3. L’autonomie des grands fonds marins dans le gouvernement de l’Océan global
Si les AMP sont plus que jamais promues en haute mer avec le momentum BBNJ, les zones protégées de l’AIFM sont rarement prises comme exemple. En effet, ces instruments n’incluent aucune disposition sur les autres activités pouvant avoir lieu au niveau de la colonne d’eau située au-dessus. L’organisation internationale n’a, en effet, pas souhaité collaborer sur ce sujet avec les organisations régionales de gestion de la pêche ou d’autres institutions pertinentes.
Face à la médiatisation croissante de l’Océan et de ses enjeux environnementaux, l’AIFM cultive donc son cloisonnement sectoriel, malgré ses nouvelles zones protégées. Elle continue à concentrer ses efforts sur son mandat minier et la décennie 2020 sera cruciale avec la nouvelle date butoir de juillet 2023. Mais ces choix font l’objet de critiques importantes sur sa capacité à protéger les grands fonds.
De plus, nombreux sont les acteurs qui débordent du cadre de l’AIFM pour exprimer leurs doutes et mécontentements : négociations onusiennes sur la haute mer, sur la biodiversité ou le climat, Union européenne, Congrès de l’Union Internationale pour la Conservation de la Nature, G7 ou même dans les organisations liées au secteur de la finance.
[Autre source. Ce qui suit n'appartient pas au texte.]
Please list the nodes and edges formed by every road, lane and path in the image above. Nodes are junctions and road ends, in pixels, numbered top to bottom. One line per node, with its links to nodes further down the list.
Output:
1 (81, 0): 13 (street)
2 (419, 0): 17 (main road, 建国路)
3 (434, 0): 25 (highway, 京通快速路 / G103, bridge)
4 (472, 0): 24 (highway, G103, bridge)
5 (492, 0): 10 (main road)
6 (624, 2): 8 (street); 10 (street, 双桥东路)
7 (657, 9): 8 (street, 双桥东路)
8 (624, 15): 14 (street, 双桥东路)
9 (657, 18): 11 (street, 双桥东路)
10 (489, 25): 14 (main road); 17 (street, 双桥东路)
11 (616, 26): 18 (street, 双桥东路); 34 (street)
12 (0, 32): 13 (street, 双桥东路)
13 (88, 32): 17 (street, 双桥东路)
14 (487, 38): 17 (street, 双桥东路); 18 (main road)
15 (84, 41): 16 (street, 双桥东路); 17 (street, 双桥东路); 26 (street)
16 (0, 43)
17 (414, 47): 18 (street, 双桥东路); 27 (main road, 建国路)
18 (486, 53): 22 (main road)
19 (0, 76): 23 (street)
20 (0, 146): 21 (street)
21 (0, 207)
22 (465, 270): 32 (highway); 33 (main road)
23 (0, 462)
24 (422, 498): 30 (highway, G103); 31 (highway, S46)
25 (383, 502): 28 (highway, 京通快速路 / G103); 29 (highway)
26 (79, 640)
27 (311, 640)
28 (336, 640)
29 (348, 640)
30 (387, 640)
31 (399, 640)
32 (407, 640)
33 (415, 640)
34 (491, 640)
L’AIFM tente, en 2021, d’appliquer la même recette, de créer quatre nouvelles zones de préservation similaires à celles créées en 2012. Elles viendraient améliorer la connectivité écologique du réseau déjà créé. Mais, encore une fois, elles évitent de coïncider avec des zones sous contrat d’exploration ou à celles réservées à l’AIFM (ISBA/26/C/58). Depuis 2018, des réflexions sont également menées pour la création de systèmes similaires dans d’autres régions du Pacifique et au sein des océans Atlantique et Indien.
La question se pose alors de savoir si ces AMP telles qu’envisagées par l’AIFM seront suffisantes face à la montée de la critique environnementale. Ainsi, face aux 31 contrats accordés par l’AIFM au 16 mars 2021 à des entités publiques et privées, plus d’une dizaine pays sont désormais en faveur d’une pause conditionnée ou d’une interdiction des projets miniers en haute mer (DSCC, 2023).
Un ensemble plus large d’États-membres de l’AIFM affirment désormais en public que les conditions ne sont pas réunies pour aboutir à un Code minier pour les eaux internationales d’ici à juillet 2023. Sans celui-ci, ils ne pourront envisager d’allouer des contrats d’exploitation, même temporaires.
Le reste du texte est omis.